▶ [Exercise instructions] Output the full listing exactly as written, with no pictures in it.

-*-

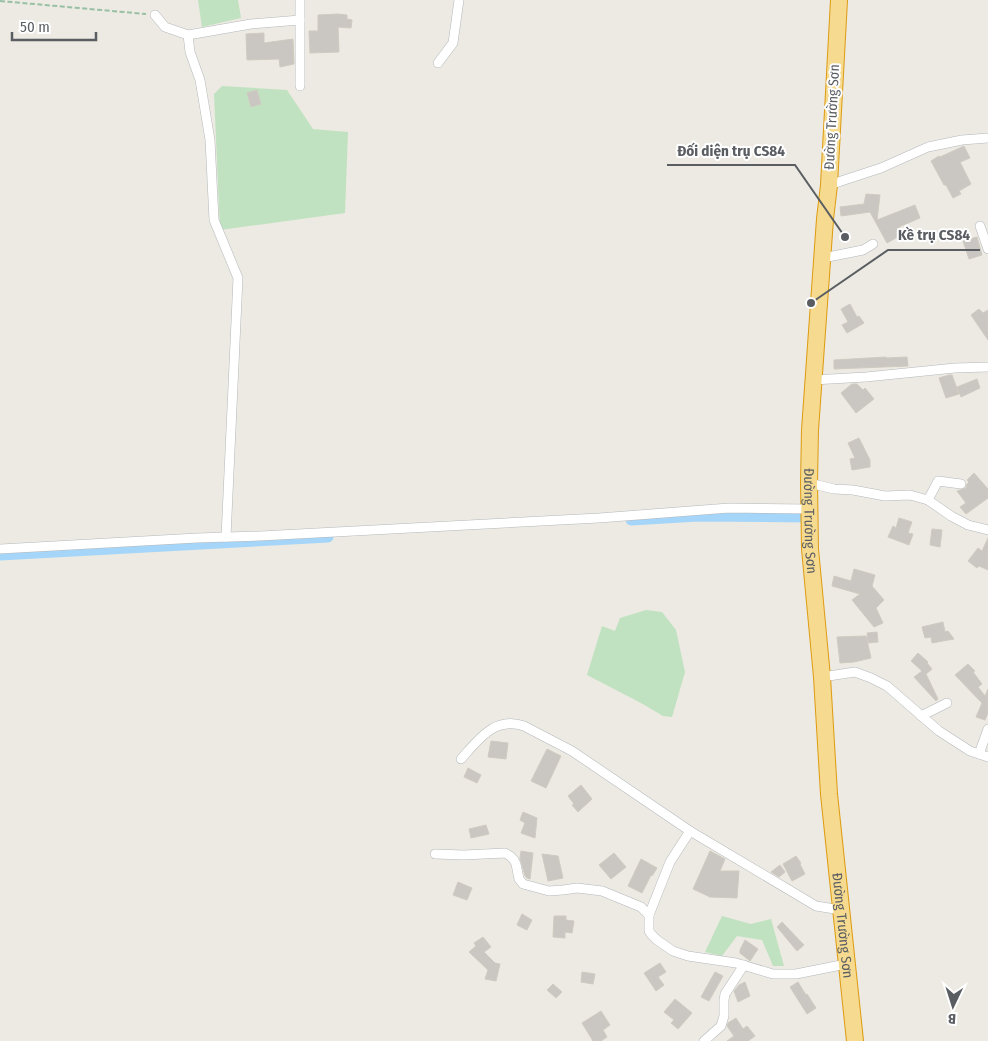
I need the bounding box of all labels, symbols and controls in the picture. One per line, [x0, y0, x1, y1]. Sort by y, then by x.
scale bar [12, 10, 96, 42]
text: 50 m [20, 18, 50, 36]
street label: Đường Trường Sơn [821, 64, 843, 170]
callout: Đối diện trụ CS84 [667, 135, 795, 165]
text: Đối diện trụ CS84 [677, 142, 785, 160]
callout: Kề trụ CS84 [888, 220, 980, 250]
text: Kề trụ CS84 [898, 226, 970, 244]
street label: Đường Trường Sơn [800, 468, 821, 575]
street label: Đường Trường Sơn [829, 872, 857, 979]
north arrow [928, 981, 978, 1031]
text: B [947, 1010, 957, 1027]

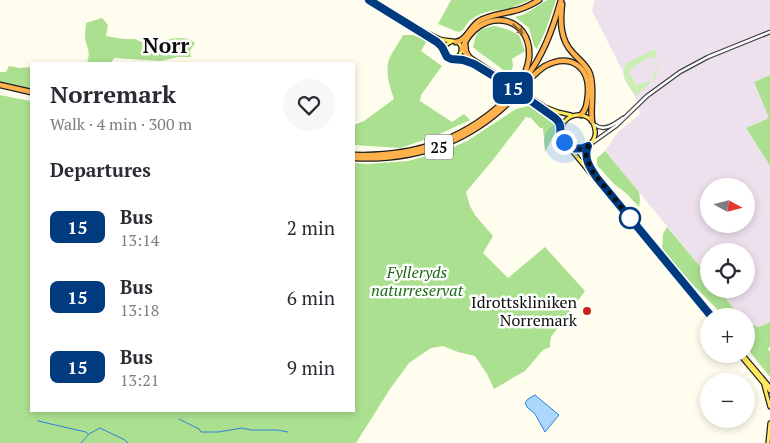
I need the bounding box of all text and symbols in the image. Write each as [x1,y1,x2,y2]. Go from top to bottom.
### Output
one-way arrow [512,23,524,35]
district label: Norr [143,31,189,59]
line badge: 15 [490,72,536,104]
text: 15 [503,76,523,100]
text: Norremark [50,78,176,110]
button: heart [283,79,335,131]
text: Walk · 4 min · 300 m [50,113,192,135]
your location [552,130,577,155]
road number: 25 [425,134,453,160]
text: Departures [50,157,151,182]
north arrow [700,178,755,232]
map controls [700,178,755,428]
text: Bus [120,204,153,229]
unlabelled marker [619,207,641,229]
text: 15 [67,215,88,239]
text: 2 min [287,215,335,240]
text: 13:14 [120,229,159,251]
button: locate [700,243,755,298]
park label: Fylleryds naturreservat [371,261,464,301]
text: Bus [120,274,153,299]
text: 15 [67,285,88,309]
text: 6 min [287,285,335,310]
place label: Idrottskliniken Norremark [471,291,578,331]
text: 13:18 [120,299,159,321]
marker: Idrottskliniken Norremark [581,305,593,317]
button: + [700,308,755,363]
text: Bus [120,344,153,369]
text: 15 [67,355,88,379]
text: 9 min [287,355,335,380]
text: 13:21 [120,369,159,391]
button: − [700,373,755,428]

-*-

▶ [Answer]
I need the bounding box of all labels, symbols and controls in the picture. One per line, [x0, y0, x1, y1]. Sort by y, then by x.
scale bar [12, 10, 96, 42]
text: 50 m [20, 18, 50, 36]
street label: Đường Trường Sơn [821, 64, 843, 170]
callout: Đối diện trụ CS84 [667, 135, 795, 165]
text: Đối diện trụ CS84 [677, 142, 785, 160]
callout: Kề trụ CS84 [888, 220, 980, 250]
text: Kề trụ CS84 [898, 226, 970, 244]
street label: Đường Trường Sơn [800, 468, 821, 575]
street label: Đường Trường Sơn [829, 872, 857, 979]
north arrow [928, 981, 978, 1031]
text: B [947, 1010, 957, 1027]

I need the bounding box of all text and symbols in the image. Write each as [x1,y1,x2,y2]. Go from top to bottom.
### Output
one-way arrow [512,23,524,35]
district label: Norr [143,31,189,59]
line badge: 15 [490,72,536,104]
text: 15 [503,76,523,100]
text: Norremark [50,78,176,110]
button: heart [283,79,335,131]
text: Walk · 4 min · 300 m [50,113,192,135]
your location [552,130,577,155]
road number: 25 [425,134,453,160]
text: Departures [50,157,151,182]
north arrow [700,178,755,232]
map controls [700,178,755,428]
text: Bus [120,204,153,229]
unlabelled marker [619,207,641,229]
text: 15 [67,215,88,239]
text: 2 min [287,215,335,240]
text: 13:14 [120,229,159,251]
button: locate [700,243,755,298]
park label: Fylleryds naturreservat [371,261,464,301]
text: Bus [120,274,153,299]
text: 15 [67,285,88,309]
text: 6 min [287,285,335,310]
place label: Idrottskliniken Norremark [471,291,578,331]
text: 13:18 [120,299,159,321]
marker: Idrottskliniken Norremark [581,305,593,317]
button: + [700,308,755,363]
text: Bus [120,344,153,369]
text: 15 [67,355,88,379]
text: 9 min [287,355,335,380]
text: 13:21 [120,369,159,391]
button: − [700,373,755,428]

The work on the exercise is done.